== INPUT DATA ==

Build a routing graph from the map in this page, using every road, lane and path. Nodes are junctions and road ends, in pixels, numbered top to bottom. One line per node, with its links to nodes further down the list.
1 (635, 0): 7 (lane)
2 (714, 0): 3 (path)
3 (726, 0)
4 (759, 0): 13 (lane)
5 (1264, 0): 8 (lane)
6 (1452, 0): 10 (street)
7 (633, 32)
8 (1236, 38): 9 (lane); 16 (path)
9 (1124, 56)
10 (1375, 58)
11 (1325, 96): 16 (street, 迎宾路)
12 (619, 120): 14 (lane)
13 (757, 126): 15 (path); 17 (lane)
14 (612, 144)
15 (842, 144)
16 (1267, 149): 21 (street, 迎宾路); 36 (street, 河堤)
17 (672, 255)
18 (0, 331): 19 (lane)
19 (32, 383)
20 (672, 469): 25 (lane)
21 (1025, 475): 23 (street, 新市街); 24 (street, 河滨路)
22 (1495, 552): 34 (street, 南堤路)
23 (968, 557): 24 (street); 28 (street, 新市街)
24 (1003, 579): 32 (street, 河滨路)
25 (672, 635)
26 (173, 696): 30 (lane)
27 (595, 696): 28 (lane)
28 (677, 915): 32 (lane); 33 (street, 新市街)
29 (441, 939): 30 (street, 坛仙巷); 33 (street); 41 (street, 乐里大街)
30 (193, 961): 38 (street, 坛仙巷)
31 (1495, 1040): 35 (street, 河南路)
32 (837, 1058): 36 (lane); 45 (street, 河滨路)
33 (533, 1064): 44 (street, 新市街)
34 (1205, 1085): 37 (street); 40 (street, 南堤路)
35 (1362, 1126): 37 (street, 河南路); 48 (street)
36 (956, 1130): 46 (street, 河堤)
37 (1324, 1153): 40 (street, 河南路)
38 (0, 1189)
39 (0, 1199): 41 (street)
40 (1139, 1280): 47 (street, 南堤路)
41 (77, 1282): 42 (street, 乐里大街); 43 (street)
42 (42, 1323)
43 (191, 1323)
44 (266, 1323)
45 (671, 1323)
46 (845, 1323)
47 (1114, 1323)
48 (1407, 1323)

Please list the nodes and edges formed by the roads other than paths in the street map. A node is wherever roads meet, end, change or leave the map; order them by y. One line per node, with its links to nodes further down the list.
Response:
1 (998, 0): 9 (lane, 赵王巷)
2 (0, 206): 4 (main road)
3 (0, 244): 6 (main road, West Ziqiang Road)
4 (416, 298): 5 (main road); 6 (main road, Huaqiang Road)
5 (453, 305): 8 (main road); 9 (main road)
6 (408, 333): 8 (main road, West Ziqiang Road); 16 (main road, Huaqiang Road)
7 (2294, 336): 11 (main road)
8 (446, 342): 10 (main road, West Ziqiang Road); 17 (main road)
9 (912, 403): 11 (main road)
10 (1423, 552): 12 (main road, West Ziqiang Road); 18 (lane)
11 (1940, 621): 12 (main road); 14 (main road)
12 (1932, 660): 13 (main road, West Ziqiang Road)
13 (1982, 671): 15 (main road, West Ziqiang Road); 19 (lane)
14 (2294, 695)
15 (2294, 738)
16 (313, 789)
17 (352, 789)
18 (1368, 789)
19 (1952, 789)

===

- WHAT THE EXERCISE ASKS
The answer should consist of every line above in which "乐里大街" appears.

- PROBLEM SOLUTION
29 (441, 939): 30 (street, 坛仙巷); 33 (street); 41 (street, 乐里大街)
41 (77, 1282): 42 (street, 乐里大街); 43 (street)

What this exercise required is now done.